Su cámara fotográfica, la Tropical Una, fabricada con caoba española, le acompañaba a todas las reuniones sociales. Carnarvon, además de ser un entusiasta de las antigüedades y la arqueología, era un excelente fotógrafo. Todos posaron sin rechistar contra una de las paredes del salón.
—Papá, tú nunca sales en las fotos —protestó lady Evelyn.
—¿Cómo que no? Burton me ha hecho decenas de fotos en la tumba. Esto sólo es un divertimento… No se muevan, damas y caballeros… Una, dos y… tres. —Un fogonazo iluminó la habitación y durante unos instantes dejó a los improvisados modelos con la mirada turbia.
Carnarvon entregó la cámara a uno de los sirvientes y le indicó que la llevara con cuidado a una habitación aledaña.
Como no podía ser de otro modo, Minnie había dispuesto que Carter y Evelyn se sentaran uno al lado del otro.
—Howard, ¿qué pasa? —preguntó en voz baja la joven mientras se acercaban a sus sillas.
—¿A qué te refieres, querida? —contestó el arqueólogo haciéndose el sorprendido.
—No finjas. He visto perfectamente la expresión de tu cara cuando Burton te ha preguntado si habías recibido las fotografías y los clichés.
—Ah…, te refieres a eso…
—Sí. ¿Y bien? —insistió lady Evelyn.
—Debe de haber un error —respondió Carter con toda tranquilidad—. Harry dice que mandó todos los negativos en el mismo paquete. Al parecer, nueve… Pero a mí sólo me llegaron seis.
—Entonces… ¿y el resto?
—Los tres que faltan… o se perdieron por el camino… o alguien se los llevó.
—Howard, yo estaría muy preocupada. De hecho ¡ya lo estoy! —exclamó la muchacha entre dientes.
—Yo no. Tranquila. Te aseguro que ni siquiera con eso conseguirán lo que buscan.
Lady Evelyn no daba crédito a la frialdad del arqueólogo. Éste le retiró la silla para que tomara asiento y luego se acomodó a su lado.
Mientras Carter no parecía dar mayor importancia al robo, lady Evelyn se aferró al bolso en el que llevaba el dibujo del ostracon como si de ello dependiera su vida.
A las dos y cuarto de la tarde del 17 de febrero de 1923 todo estaba preparado en la antecámara. Varias autoridades locales y arqueólogos de prestigio habían sido convocados para asistir a la apertura oficial de la misteriosa puerta del lado norte. Los invitados esperaban ante la escalinata de acceso al sepulcro. Sus dieciséis peldaños estaban limpios como si se hubieran esculpido esa misma mañana.

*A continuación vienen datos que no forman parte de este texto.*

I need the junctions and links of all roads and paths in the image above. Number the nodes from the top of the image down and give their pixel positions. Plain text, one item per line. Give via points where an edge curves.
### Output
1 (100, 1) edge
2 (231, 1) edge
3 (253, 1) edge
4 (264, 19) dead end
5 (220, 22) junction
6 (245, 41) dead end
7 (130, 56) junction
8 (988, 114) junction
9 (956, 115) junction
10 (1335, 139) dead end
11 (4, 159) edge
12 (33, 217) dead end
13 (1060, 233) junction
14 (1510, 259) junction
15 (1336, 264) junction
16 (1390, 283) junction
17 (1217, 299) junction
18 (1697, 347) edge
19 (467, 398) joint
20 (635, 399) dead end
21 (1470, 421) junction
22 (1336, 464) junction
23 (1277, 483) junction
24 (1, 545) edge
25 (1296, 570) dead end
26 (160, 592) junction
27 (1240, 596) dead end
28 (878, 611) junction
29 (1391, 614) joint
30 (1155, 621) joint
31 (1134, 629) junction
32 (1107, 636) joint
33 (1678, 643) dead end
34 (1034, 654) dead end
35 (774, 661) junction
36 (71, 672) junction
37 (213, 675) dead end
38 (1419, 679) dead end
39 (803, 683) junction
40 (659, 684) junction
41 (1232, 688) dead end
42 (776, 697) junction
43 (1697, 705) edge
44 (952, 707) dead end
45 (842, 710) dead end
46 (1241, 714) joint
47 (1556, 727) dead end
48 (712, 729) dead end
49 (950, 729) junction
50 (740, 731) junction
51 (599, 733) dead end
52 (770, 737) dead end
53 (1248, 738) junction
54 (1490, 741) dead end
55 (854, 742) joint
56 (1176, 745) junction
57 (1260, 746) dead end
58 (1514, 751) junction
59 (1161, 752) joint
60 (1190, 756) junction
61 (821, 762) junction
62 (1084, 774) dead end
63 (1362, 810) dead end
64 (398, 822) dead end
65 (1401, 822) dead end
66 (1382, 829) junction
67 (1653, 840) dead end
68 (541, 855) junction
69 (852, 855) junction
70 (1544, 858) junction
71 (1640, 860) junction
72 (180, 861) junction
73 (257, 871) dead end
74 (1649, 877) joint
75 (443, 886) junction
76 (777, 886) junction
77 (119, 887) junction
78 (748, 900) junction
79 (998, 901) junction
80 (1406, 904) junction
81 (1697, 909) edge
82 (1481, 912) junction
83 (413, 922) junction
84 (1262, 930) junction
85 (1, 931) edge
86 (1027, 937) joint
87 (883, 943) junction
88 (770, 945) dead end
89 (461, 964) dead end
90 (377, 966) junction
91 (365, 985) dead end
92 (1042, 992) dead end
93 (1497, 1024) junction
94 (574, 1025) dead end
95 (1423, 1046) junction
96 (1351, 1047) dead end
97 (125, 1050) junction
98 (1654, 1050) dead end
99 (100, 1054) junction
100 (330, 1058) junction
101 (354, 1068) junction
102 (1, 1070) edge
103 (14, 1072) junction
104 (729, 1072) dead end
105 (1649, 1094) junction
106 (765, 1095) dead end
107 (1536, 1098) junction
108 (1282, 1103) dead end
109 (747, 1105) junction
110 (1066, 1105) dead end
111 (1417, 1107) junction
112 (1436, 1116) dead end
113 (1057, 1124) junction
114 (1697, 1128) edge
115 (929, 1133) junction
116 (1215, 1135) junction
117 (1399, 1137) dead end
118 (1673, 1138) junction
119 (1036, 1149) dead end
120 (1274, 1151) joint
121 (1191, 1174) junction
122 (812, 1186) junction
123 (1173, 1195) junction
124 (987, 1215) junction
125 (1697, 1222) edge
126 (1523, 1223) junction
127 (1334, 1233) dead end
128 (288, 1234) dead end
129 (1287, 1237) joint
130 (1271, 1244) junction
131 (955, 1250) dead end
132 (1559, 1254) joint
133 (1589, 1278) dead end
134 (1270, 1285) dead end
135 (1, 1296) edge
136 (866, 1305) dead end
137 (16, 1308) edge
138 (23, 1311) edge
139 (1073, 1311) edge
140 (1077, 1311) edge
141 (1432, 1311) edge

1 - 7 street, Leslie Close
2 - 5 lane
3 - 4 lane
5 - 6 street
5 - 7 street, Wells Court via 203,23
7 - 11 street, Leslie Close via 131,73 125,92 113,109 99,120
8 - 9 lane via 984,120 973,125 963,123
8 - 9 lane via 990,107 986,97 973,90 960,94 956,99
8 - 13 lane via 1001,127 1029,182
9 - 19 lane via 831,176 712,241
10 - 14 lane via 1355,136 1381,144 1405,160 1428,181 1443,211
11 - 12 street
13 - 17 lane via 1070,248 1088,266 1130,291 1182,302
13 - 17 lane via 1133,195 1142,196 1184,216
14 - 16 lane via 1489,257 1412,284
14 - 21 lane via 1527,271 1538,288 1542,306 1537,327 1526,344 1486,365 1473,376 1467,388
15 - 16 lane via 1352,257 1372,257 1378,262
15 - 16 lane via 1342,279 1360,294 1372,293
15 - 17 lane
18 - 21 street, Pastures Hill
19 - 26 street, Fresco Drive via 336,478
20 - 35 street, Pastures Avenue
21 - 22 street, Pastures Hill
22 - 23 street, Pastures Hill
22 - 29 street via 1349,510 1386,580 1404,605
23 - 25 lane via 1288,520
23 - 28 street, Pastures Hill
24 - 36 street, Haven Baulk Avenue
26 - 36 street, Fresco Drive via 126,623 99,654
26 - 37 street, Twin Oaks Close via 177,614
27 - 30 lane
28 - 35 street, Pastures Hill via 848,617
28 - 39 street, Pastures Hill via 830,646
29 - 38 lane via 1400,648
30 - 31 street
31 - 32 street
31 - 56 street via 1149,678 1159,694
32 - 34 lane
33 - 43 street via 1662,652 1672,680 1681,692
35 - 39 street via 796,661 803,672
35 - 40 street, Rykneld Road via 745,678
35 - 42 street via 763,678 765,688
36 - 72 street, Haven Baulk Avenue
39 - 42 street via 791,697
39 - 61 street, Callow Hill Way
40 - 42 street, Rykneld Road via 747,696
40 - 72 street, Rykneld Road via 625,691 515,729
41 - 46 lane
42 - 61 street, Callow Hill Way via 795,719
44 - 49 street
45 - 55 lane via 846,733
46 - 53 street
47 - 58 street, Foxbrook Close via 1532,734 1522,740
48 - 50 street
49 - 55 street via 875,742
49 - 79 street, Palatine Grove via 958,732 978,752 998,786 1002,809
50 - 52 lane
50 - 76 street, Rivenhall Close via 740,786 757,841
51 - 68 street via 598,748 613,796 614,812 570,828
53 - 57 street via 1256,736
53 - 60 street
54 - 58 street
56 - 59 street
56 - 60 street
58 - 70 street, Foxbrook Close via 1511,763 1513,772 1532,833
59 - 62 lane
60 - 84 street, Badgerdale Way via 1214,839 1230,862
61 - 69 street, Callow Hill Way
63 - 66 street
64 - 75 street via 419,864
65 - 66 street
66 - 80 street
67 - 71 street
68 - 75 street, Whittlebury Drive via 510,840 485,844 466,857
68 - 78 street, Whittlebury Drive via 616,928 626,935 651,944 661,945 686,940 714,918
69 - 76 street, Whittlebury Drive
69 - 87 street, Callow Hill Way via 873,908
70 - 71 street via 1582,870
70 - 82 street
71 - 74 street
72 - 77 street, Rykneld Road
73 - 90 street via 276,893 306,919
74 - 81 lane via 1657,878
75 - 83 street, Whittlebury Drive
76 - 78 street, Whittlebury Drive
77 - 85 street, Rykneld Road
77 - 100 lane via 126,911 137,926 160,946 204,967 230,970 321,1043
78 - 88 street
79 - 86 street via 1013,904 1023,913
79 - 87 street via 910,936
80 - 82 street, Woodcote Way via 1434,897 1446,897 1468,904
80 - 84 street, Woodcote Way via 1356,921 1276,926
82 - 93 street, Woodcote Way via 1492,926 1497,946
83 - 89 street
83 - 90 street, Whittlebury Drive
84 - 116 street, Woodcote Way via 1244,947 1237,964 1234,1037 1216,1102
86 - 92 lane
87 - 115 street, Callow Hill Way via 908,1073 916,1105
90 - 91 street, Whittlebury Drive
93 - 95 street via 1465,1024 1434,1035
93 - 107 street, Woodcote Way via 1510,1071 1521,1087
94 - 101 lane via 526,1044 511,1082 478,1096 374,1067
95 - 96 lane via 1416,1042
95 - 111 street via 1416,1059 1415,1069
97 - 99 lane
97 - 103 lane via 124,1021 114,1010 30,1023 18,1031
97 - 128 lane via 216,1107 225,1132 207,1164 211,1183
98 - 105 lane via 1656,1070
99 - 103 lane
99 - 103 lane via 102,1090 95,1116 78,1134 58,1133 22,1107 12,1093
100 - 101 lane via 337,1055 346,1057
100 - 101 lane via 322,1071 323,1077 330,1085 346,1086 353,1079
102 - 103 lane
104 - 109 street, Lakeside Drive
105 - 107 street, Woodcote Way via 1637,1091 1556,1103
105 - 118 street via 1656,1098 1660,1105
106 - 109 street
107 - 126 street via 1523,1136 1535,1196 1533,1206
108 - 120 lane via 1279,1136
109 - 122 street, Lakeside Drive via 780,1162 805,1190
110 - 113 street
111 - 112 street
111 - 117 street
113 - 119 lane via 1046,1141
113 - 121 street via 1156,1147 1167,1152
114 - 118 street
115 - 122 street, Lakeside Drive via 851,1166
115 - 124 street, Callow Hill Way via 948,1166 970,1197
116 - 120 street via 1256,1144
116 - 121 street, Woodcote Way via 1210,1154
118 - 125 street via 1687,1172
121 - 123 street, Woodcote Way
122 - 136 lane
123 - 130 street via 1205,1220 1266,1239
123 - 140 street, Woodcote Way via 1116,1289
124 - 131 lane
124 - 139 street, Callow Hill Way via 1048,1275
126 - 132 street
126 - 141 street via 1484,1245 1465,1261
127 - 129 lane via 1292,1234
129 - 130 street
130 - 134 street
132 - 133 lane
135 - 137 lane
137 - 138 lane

Carter echó un vistazo a las personas reunidas en el lugar. Entre ellas había verdaderas eminencias de la egiptología, como el historiador James Henry Breasted; el filólogo sir Alan Gardiner; Herbert Winlock, del Metropolitan de Nueva York; Arthur Merton, del periódico
The Times
; Arthur Weigall, del
Daily Mail
, o el ya conocido Pierre Lacau, director del Servicio de Antigüedades. Todos ellos, arremolinados en pequeños grupos, esperaban con impaciencia el comienzo de la ceremonia.
Carter se acercó a saludar a monsieur Lacau; pensó que un gesto educado al principio del acto rompería el hielo después del desencuentro habido en El Cairo meses atrás y evitaría forzar un saludo posterior.
—Buenos días, monsieur Lacau. Le agradezco que haya venido —dijo con seriedad.
—Buenos días, señor Carter. Le deseo el mayor de los éxitos —repuso el francés esbozando una escueta sonrisa.